= Amos Noyes Blandin Jr. =

American judge (1896–1982)

Amos Noyes Blandin Jr. (December 20, 1896 – May 3, 1982) was a justice of the New Hampshire Supreme Court from 1947 to 1966.

==Early life, education, and military service==
Born in Bath, New Hampshire, Blandin graduated from Phillips Exeter Academy in 1914, and received his undergraduate degree from Dartmouth College in 1918. Blandin "left Dartmouth in his senior year to join the field artillery in World War I as a second lieutenant". Returning to the U.S., Blandin received his LL.B. from Harvard Law School in 1921.

==Legal career==
Following his law school graduation, Blandin entered the private practice of law, until 1941.

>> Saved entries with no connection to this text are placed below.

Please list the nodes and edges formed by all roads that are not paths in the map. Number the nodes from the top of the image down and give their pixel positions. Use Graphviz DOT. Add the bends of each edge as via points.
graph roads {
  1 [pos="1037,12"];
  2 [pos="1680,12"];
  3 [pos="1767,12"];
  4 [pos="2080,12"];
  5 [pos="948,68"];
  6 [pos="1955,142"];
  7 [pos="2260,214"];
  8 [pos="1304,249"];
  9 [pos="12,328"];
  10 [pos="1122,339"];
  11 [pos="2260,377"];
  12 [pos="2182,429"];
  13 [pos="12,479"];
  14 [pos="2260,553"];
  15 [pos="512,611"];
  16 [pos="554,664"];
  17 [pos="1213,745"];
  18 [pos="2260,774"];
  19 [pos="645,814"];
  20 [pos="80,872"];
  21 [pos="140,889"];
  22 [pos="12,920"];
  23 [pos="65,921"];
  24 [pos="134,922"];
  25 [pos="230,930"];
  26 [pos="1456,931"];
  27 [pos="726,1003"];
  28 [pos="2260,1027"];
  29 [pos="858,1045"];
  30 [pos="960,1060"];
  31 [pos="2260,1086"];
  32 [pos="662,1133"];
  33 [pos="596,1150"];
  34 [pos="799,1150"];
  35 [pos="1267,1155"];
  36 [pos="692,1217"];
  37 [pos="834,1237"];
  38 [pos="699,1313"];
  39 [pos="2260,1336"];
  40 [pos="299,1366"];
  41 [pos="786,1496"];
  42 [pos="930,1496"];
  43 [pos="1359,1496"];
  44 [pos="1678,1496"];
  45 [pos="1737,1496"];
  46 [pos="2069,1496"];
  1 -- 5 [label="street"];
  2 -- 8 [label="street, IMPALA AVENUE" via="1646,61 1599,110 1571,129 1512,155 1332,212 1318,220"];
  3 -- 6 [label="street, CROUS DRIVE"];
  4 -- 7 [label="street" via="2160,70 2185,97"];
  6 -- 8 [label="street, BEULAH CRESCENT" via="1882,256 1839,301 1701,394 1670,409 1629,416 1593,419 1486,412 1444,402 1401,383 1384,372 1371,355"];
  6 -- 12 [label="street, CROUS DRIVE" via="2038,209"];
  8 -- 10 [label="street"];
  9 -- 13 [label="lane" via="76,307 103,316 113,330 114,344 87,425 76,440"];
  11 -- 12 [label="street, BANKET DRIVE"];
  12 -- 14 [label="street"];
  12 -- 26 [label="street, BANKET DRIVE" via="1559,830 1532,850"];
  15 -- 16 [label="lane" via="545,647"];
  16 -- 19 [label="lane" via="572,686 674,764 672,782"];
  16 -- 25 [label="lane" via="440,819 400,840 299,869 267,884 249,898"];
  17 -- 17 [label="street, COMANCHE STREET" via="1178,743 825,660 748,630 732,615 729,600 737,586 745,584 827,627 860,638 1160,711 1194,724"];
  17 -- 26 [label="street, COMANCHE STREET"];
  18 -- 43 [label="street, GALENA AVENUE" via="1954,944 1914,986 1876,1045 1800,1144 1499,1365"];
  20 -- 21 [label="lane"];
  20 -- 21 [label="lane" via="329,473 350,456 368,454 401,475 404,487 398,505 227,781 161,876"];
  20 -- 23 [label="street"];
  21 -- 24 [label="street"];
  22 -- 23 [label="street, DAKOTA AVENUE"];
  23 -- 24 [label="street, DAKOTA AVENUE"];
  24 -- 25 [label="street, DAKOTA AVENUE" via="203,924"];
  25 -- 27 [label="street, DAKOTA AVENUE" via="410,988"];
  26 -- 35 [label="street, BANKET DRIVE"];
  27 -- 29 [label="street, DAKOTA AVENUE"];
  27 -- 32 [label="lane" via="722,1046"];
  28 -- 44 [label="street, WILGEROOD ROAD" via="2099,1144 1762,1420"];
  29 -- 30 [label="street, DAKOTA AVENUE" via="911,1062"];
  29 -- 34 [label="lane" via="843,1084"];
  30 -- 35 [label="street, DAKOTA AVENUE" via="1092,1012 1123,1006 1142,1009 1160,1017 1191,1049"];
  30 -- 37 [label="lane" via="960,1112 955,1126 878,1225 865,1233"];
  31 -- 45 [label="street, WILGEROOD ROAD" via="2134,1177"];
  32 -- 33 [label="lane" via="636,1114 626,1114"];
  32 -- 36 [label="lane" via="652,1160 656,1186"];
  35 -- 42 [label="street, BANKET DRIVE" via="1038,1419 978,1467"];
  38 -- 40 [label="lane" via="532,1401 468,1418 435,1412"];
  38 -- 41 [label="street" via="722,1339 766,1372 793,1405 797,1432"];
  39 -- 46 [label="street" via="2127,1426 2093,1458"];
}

Blandin served on the New Hampshire Superior Court from 1941 to 1947, and was chief judge of that court for his final two years there. He was appointed to the state supreme court in 1947, and retired from the court on his 70th birthday, as was required by the state's age limit for the position.

Following his retirement, he served as a judicial referee in the state courts, where his duties included an examination of the conduct of a state district court judge, finding misconduct on the part of that judge. Blandin continued as a referee until 1978.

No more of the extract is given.